O mais interessante disso é que um ano depois do silêncio que seguiu à queda do Muro, em que não houve nenhuma menção sobre as vantagens do sistema socialista, foram essas mulheres as primeiras na vila a iniciar a discussão sobre os aspectos positivos da vida sob o socialismo, demonstrando como a memória histórica e a identidade nacional podem ser fenômenos de interação complexos marcados por gênero.
Ao fazer tal afirmação, Berdahl nos faz pensar sobre os paradoxos e contradições presentes nas fronteiras, sobre o modo como esses paradoxos podem ser diferentemente vividos e experenciados em termos de gênero, e sobre o modo como as fronteiras políticas e culturais marcam profundamente o dia-a-dia das pessoas, suas redes de relações e a visão que fazem de si. O mérito do trabalho é fazer tudo isso a partir de uma conexão quase perfeita entre descrição e análise. Isso porque mostrar a realidade das fronteiras envolve mostrar como esta afeta as várias esferas que compõem a vida social. Envolve mostrar também os distintos arranjos e negociações feitos diariamente pelos indivíduos, não como estratégias de resistência ou tentativa de assimilação, mas como frutos da própria condição de viver na fronteira.

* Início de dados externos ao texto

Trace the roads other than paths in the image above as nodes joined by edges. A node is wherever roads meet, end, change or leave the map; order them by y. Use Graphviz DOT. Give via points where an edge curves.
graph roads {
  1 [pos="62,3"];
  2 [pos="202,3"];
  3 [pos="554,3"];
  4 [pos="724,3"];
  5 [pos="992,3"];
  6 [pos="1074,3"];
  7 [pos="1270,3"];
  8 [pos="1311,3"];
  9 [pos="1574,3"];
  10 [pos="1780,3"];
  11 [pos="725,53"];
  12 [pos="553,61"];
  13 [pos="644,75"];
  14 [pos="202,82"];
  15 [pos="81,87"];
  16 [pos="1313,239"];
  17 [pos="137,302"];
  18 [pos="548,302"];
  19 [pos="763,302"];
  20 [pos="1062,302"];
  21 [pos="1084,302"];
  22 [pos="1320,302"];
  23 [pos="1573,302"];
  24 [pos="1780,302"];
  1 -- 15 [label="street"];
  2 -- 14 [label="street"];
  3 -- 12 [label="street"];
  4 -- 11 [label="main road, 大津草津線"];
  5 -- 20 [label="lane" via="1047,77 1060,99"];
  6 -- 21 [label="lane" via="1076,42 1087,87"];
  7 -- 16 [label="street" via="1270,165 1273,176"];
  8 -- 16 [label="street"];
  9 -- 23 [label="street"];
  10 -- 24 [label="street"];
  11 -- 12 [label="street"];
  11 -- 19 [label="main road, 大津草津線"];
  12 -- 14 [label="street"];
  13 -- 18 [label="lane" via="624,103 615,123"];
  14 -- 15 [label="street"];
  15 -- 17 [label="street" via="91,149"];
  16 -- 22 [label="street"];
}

Quase perfeita, porque acredito que o escorregão da antropóloga é ver as identidades tensas e conflituosas de “Ossis” e “Wessis” como frutos de uma fronteira cultural que emergiu com o fim de uma fronteira política. Segundo ela, a Alemanha pode até ser unificada em um Estado, mas seus cidadãos teriam permanecido dois povos separados culturalmente. E seria essa diferença cultural que teria produzido as tensões resultantes da abertura da fronteira. Seria essa diferença cultural que teria feito, por exemplo, algumas mulheres recusarem a ideologia de gênero ocidental e voltarem a valorizar a identidade de mães e trabalhadoras que tinham sob o socialismo. Penso que não está na diferença cultural a grande chave explicativa para essa tensão.
Concordando com outro dos seus argumentos, penso ser melhor afirmar que se trata de mais uma das tantas formas que as pessoas encontram para interpretar, negociar, contestar e incorporar processos sociais, políticos e econômicos que ocorrem num nível extra-local. Nesse sentido, a distinção tensa e conflituosa entre Leste e Oeste faz parte da própria dinâmica de manutenção e invenção das fronteiras. E o maior ensinamento da vida nas fronteiras é mostrar como seus efeitos no dia-a-dia das pessoas são sempre reais. Como Glória Anzaldúa escreveu, em citação que a própria Berdhal recuperou, a fronteira é “um lugar vago e indeterminado pelos resíduos emocionais e limites não naturais”. Acho que, neste caso, não é apenas de diferenças culturais que estamos falando.
Levando em conta essa crítica, que em nada invalida a reflexão analítica promovida pelo livro, Where the World ended é um convite à reflexão sobre as separações, tensões e contatos daqueles que vivem na condição limiar das fronteiras. No caso específico da contribuição aos estudos de gênero, é um convite a pensar gênero junto com as tantas outras esferas da vida social e a pensar como a memória nacional, quando vista à luz das experiências de gênero, pode complexificar ainda mais a imagem que temos de um determinado sistema político.